CHENNAI: The e-Gaming Federation (EGF) said it would legally challenge the Tamil Nadu legislation banning online rummy and poker, noting that multiple High Courts and the Supreme Court itself had said these to be games of skill and not one of chance.
Rummy has been settled as predominantly a game of skill by the Supreme Court and held to be protected under Article 19(1)(g) of the Constitution, said Sameer Barde, CEO of EGF, adding that bringing it under the ambit of a game of chance was directly in violation of the apex judgments and also the Madras High Court judgment which overturned the law banning online games, including rummy and poker.
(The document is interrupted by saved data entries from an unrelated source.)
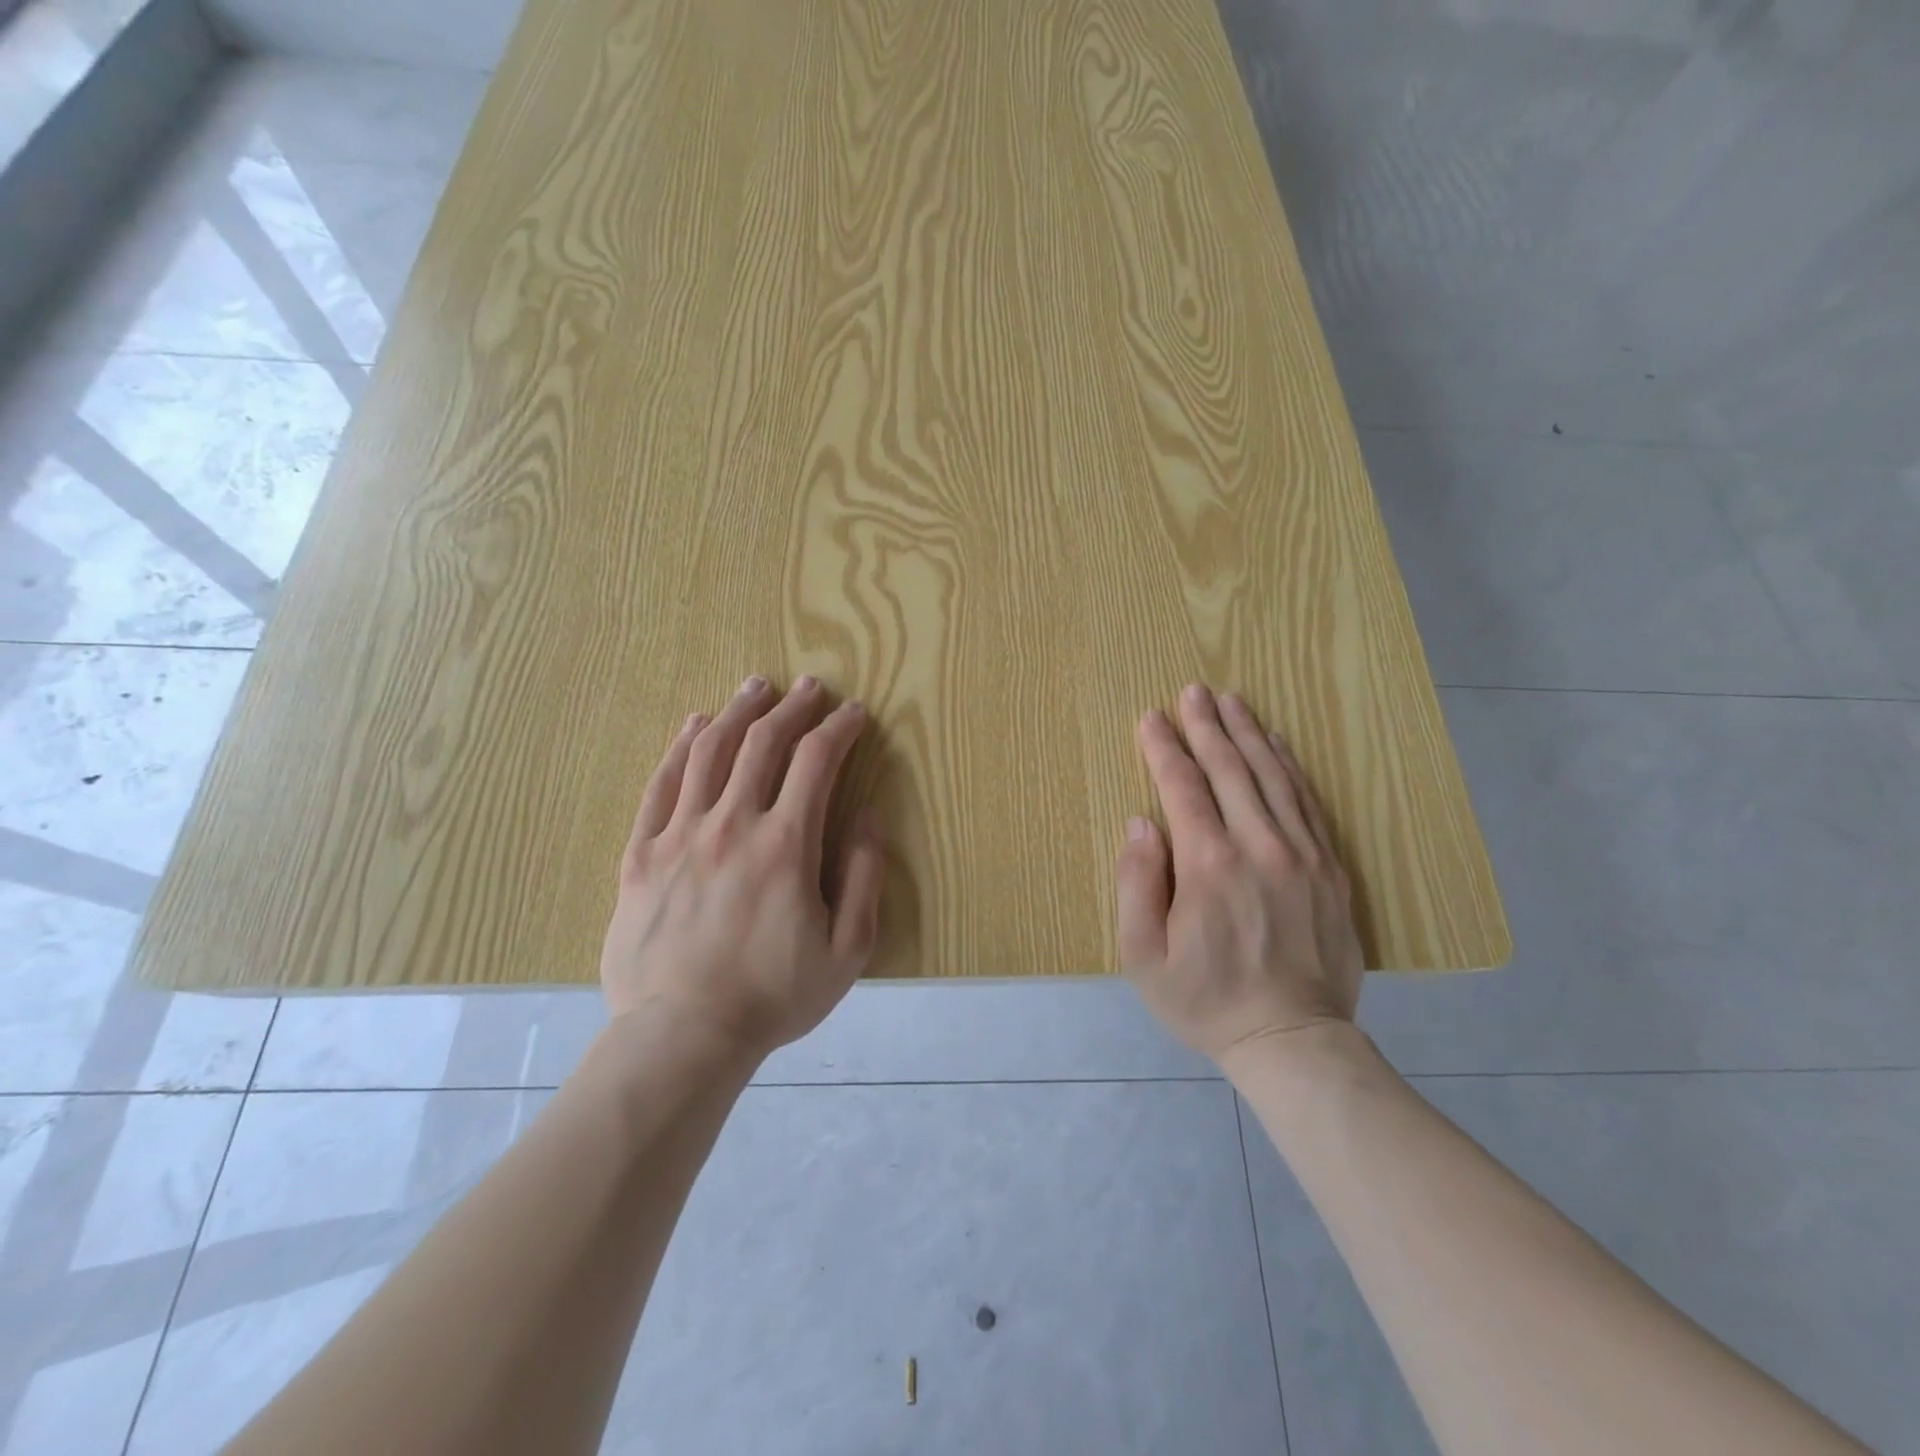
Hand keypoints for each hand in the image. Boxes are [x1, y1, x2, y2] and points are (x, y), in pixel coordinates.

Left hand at [599, 675, 886, 1060]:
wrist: (681, 1036)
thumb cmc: (773, 996)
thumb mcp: (847, 949)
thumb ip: (865, 876)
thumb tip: (869, 817)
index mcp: (785, 845)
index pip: (817, 762)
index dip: (839, 729)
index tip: (854, 714)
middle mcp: (732, 824)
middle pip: (763, 743)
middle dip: (793, 708)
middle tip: (810, 687)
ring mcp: (680, 835)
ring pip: (710, 751)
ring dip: (738, 712)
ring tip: (756, 687)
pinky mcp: (641, 853)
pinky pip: (661, 784)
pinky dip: (681, 747)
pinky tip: (695, 725)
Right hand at [1116, 684, 1362, 1063]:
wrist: (1293, 1041)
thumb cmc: (1205, 999)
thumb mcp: (1144, 955)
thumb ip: (1136, 883)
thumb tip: (1141, 823)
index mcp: (1209, 865)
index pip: (1182, 787)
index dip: (1163, 748)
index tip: (1150, 717)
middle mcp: (1259, 846)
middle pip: (1230, 769)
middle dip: (1206, 726)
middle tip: (1192, 691)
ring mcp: (1302, 854)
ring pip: (1272, 777)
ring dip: (1248, 734)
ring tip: (1231, 701)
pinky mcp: (1330, 868)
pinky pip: (1308, 802)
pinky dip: (1290, 767)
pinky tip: (1277, 744)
“We have decided to file a lawsuit as the ordinance categorises rummy and poker as games of chance. This is in dissonance with multiple legal judicial pronouncements, including the recent judgment by the Madras High Court, which has clearly segregated games of skill and chance,” said Sameer Barde, CEO of EGF.
Barde also cited the Karnataka High Court judgment overturning the provisions of the Karnataka
Police (Amendment) Act, in February 2022. The court had then stated that games of skill do not metamorphose into ‘betting or gambling’ irrespective of whether they are played for stakes or simply because they are played online.
“For the online skill gaming industry and for Tamil Nadu, the need of the hour is a comprehensive online gaming policy that protects players and ensures that only legitimate online skill-gaming operators offer their services while weeding out the ones who break the law,” he added in a statement.